Public employees in many states are classic rent seekers, but they do sugar growers and the like one better. Through collective bargaining, unions negotiate with elected officials for wages and benefits. (SET ITAL) They then get the state to collect union dues for them by withholding the dues from public employees' checks. (END ITAL) With the accumulated cash, the union then makes campaign contributions to the favored public officials. Neat.

As labor historian Fred Siegel told John Fund of the Wall Street Journal: "Ending dues deductions breaks the political cycle in which government collects dues, gives them to the unions, who then use the dues to back their favorite candidates and also lobby for bigger government and more pay and benefits."

This system has worked well for public employees across the nation.

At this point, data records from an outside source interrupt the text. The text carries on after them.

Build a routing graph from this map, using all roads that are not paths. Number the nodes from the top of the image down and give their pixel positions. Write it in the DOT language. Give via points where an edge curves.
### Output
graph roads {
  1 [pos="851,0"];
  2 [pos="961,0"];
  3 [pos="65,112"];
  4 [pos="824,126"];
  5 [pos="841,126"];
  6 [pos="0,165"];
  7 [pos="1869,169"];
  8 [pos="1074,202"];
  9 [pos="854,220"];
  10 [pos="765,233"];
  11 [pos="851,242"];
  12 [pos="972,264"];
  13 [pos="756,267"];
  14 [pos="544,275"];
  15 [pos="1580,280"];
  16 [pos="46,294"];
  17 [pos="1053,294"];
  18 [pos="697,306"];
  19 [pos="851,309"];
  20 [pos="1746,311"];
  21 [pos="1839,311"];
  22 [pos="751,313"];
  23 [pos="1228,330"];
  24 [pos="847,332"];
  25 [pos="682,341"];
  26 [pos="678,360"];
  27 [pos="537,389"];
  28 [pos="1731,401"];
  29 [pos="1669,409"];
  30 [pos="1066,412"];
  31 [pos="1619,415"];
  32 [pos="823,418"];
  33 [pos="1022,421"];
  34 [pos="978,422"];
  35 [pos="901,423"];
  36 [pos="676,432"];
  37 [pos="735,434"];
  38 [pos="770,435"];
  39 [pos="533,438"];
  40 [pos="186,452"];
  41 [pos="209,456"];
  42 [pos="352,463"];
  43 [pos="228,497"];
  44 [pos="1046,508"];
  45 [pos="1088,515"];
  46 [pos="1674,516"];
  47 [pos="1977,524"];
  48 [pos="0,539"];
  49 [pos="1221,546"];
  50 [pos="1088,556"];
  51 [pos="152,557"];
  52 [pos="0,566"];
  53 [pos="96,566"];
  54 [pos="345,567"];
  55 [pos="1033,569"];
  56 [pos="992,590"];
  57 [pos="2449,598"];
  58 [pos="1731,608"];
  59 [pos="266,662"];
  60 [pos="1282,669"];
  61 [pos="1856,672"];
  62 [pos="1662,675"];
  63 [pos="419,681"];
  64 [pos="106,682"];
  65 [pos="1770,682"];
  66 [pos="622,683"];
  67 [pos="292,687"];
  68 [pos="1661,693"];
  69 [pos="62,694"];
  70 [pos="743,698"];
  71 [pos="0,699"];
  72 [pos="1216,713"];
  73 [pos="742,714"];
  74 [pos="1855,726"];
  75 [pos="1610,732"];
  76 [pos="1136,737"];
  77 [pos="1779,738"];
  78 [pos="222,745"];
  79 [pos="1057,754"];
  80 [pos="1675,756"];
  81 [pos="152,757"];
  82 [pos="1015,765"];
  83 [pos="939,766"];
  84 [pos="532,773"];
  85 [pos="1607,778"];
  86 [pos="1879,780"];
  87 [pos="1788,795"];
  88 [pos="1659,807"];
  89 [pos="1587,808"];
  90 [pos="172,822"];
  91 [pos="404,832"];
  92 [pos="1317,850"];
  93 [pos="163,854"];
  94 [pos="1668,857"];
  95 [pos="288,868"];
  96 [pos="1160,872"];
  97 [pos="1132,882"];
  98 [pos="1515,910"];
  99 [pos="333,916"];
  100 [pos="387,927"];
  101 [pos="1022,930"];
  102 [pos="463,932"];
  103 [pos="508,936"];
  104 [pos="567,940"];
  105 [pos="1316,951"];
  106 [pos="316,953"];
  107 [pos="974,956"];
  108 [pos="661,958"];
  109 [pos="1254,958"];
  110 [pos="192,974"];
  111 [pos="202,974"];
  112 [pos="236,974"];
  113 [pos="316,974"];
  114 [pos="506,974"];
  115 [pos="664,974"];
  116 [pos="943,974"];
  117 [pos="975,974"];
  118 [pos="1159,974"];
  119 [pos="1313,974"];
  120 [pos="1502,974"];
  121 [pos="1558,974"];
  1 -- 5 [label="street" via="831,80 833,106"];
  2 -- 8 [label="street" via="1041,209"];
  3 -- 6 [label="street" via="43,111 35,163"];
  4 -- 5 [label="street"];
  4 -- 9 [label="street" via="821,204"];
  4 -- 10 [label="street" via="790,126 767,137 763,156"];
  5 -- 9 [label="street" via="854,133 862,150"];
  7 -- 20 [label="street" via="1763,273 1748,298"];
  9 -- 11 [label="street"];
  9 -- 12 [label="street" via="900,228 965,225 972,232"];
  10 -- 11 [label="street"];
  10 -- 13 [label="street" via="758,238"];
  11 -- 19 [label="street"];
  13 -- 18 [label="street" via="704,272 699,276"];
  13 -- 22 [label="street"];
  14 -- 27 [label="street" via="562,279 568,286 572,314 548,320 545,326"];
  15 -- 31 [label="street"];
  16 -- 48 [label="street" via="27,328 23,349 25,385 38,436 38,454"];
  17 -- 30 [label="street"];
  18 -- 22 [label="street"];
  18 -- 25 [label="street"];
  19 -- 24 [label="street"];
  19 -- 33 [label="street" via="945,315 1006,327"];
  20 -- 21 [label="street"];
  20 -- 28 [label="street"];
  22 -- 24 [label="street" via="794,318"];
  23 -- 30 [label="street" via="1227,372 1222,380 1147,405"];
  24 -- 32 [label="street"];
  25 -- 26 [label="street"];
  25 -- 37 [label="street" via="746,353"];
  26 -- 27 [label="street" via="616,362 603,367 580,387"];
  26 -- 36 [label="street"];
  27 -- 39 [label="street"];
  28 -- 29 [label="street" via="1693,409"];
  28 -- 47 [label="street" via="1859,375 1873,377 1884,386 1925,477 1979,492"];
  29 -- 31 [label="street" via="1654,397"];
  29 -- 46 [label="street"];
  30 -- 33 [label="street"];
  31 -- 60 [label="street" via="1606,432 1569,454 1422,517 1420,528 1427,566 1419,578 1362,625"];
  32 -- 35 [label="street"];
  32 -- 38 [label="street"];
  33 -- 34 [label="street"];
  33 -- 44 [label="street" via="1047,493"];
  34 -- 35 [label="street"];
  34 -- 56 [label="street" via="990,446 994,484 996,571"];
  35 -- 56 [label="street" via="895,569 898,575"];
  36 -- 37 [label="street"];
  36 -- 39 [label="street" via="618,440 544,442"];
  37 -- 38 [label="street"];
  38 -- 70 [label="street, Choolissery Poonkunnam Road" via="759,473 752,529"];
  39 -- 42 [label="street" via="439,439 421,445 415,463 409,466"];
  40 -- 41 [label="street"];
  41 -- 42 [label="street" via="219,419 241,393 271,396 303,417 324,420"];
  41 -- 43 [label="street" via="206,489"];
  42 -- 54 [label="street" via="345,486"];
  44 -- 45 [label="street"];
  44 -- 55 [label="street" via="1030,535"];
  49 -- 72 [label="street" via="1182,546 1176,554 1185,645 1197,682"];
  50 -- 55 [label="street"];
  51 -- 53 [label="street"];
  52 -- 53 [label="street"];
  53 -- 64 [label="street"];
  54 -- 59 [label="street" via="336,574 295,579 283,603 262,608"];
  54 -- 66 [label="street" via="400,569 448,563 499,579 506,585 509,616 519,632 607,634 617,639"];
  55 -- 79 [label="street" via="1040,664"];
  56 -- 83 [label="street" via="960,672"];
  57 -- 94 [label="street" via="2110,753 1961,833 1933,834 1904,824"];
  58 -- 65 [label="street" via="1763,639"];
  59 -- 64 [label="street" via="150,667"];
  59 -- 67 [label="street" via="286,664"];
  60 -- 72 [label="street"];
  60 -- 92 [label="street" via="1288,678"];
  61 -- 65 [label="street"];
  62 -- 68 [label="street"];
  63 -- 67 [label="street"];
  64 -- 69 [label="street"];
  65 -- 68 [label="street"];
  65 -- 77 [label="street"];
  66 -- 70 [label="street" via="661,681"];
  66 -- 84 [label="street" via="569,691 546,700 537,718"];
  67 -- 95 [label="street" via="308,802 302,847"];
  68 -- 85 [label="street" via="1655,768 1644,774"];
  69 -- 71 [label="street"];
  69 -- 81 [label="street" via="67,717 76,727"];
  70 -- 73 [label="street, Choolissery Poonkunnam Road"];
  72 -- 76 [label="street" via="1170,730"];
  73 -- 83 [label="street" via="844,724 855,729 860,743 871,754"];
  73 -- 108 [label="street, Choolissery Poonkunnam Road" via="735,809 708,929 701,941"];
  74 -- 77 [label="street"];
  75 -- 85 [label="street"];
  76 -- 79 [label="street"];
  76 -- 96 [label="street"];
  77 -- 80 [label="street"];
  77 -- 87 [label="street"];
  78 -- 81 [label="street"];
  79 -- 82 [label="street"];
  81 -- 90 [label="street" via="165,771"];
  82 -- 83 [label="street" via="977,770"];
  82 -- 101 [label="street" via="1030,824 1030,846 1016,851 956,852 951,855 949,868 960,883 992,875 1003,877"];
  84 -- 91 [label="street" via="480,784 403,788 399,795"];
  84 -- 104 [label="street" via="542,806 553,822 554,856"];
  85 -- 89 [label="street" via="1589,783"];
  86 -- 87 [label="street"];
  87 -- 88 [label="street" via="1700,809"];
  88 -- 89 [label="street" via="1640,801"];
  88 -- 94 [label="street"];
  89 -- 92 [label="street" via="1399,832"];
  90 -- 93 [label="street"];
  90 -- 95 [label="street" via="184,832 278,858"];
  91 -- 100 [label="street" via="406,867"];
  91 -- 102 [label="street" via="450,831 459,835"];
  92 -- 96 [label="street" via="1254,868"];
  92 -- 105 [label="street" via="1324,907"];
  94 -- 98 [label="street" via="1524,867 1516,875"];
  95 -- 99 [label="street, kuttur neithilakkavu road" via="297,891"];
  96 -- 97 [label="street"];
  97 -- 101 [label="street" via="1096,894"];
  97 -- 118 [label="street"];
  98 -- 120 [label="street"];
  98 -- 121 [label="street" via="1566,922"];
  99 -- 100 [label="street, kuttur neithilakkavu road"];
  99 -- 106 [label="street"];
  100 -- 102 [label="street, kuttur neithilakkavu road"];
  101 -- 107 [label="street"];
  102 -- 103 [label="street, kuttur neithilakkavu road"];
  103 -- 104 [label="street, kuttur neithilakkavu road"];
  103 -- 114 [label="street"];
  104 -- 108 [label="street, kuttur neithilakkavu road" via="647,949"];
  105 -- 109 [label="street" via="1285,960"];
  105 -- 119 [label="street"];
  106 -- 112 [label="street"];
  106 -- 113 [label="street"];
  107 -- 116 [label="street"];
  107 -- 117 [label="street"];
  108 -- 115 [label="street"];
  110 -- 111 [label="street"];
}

Until 2010, New Jersey teachers contributed nothing to their lavish health care packages. Permitted to retire after 25 years of service, teachers receive pensions of 70 percent or more of their top salary (among the highest in the country) as well as health care for life. Yet the NJ Education Association howled when Gov. Chris Christie asked them, in light of the state's dire financial straits, to accept a one-year wage freeze and to contribute 1.5 percent of their salaries to the cost of their health plans.

Wisconsin teachers, too, have negotiated cushy deals for themselves. As Gov. Scott Walker has pointed out, private employees contribute an average of 29 percent of the cost of health benefits. Wisconsin union members contribute only about 6 percent. With the state budget in the red, something had to be done.

The bargains between governments and unions (or other special interests) require one thing above all to be successful -- an inattentive electorate. Just as the sugar growers would be eager to keep people in the dark about quotas or subsidies, so unions want the public to be kept ignorant of the overly generous compensation packages that are negotiated at the taxpayers' expense.

That's why the massive, tub-thumping, sign-waving, hippie sit-in staged by teachers and their allies in Madison over the last week makes no sense. (By the way, did you notice the demise of "civility" in politics? Where are the denunciations of the pictures of Walker as Hitler and Mubarak? The signs calling him a "Midwest Mussolini"?) The protests, with their attendant disdain for the school kids (so many teachers fraudulently called in sick that schools in Milwaukee, Madison, and Janesville had to close), serve as a huge neon sign alerting the sleeping electorate to what has been happening to their tax dollars.

The rent seekers stand exposed. Nothing that Walker and the Republican legislature had in mind is as damaging to the teachers union as that spotlight.